Mike was delighted to be part of it: “I can’t call myself one of the originals. I was the new boy in 1966, but I never stopped loving the music. I did leave the country for five years in 1977. I emigrated and went to live in America and I couldn’t believe how much things had changed by the time I got back. I realised that Dave Berry and bands like that were still playing music on the nostalgia circuit. But I had completely left the business. I just wanted to be a songwriter, but I formed a little band and I inched my way back into it, and we became quite in demand on the social circuit, and then we reformed as the Manfreds in 1992 for Tom’s 50th birthday.”

It’s been a long and successful career, and Mike would have been forgiven for thinking he had seen it all: “But there are always surprises around the corner.”
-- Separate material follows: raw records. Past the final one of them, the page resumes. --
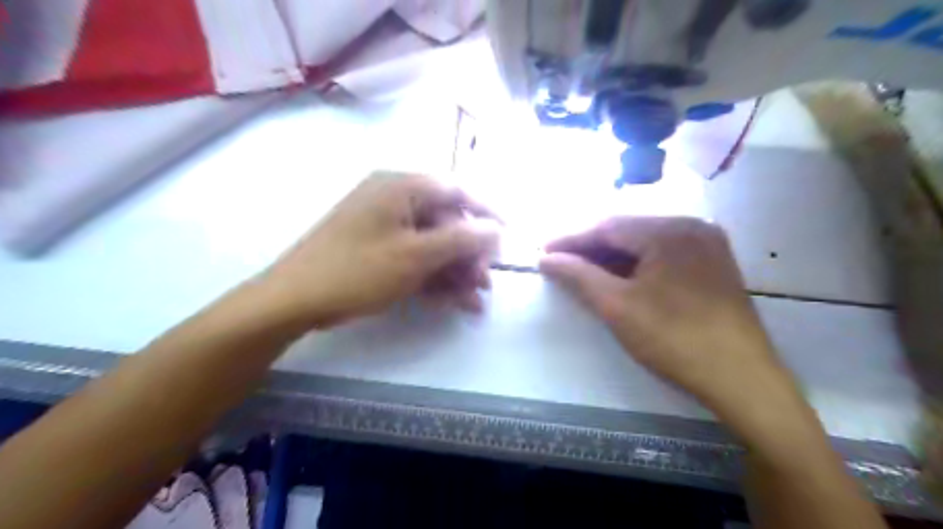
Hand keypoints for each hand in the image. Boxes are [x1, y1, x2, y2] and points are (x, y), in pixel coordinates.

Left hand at [254, 174, 496, 327]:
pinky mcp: (377, 248)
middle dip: (469, 255)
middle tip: (483, 284)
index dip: (487, 213)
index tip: (508, 237)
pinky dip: (432, 277)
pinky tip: (448, 302)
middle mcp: (394, 199)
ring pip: (432, 244)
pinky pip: (414, 257)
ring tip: (470, 302)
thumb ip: (462, 239)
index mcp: (402, 187)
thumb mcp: (417, 255)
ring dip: (454, 272)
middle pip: (447, 222)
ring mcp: (384, 225)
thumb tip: (497, 228)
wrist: (294, 300)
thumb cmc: (358, 270)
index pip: (458, 191)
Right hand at [537, 217, 792, 414]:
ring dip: (612, 256)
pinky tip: (619, 276)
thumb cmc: (673, 338)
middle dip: (591, 247)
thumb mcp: (617, 306)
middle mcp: (691, 226)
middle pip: (627, 231)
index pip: (607, 227)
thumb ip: (579, 276)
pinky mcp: (712, 263)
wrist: (740, 378)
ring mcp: (705, 244)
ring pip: (645, 242)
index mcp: (669, 231)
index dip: (572, 239)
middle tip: (560, 262)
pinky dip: (636, 264)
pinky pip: (663, 254)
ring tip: (583, 271)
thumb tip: (547, 259)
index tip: (543, 252)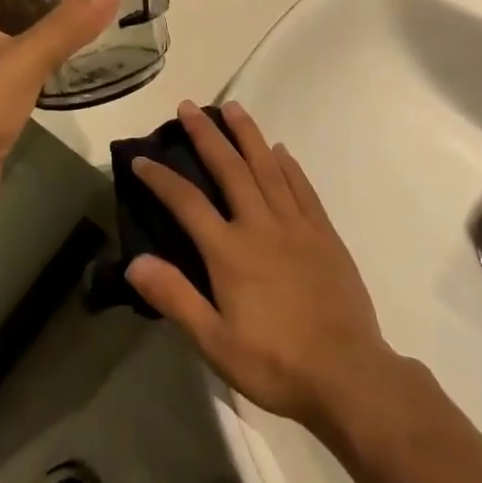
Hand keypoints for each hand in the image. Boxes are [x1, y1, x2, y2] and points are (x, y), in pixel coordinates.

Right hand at [126, 101, 395, 436]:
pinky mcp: (324, 233)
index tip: (140, 159)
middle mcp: (260, 225)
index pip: (186, 202)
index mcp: (229, 251)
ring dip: (248, 134)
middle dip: (206, 135)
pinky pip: (302, 188)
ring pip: (267, 167)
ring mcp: (295, 225)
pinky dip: (289, 165)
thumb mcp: (215, 342)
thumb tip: (134, 261)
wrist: (347, 375)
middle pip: (229, 168)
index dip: (160, 178)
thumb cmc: (275, 363)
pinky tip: (280, 150)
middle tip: (189, 106)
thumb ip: (175, 297)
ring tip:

The past 18 months for instance: “I do think that things will have been permanently changed now by all this and that we might never go back to what you might call the good old days, PC, pre-Covid. I know that flying has dropped in the past 10-15 years, but 20-30 years ago it was a doddle – until they started to have to have all the terrorist inspections that we need now. And I do think global warming is here to stay. It is a fact of life. I love writing pop songs or love songs, but I have written a song about global warming which I am quite proud of, which is called Universal Message or it may be called Global Crisis. And I have also written a song about us all coming together like a brotherhood of man.”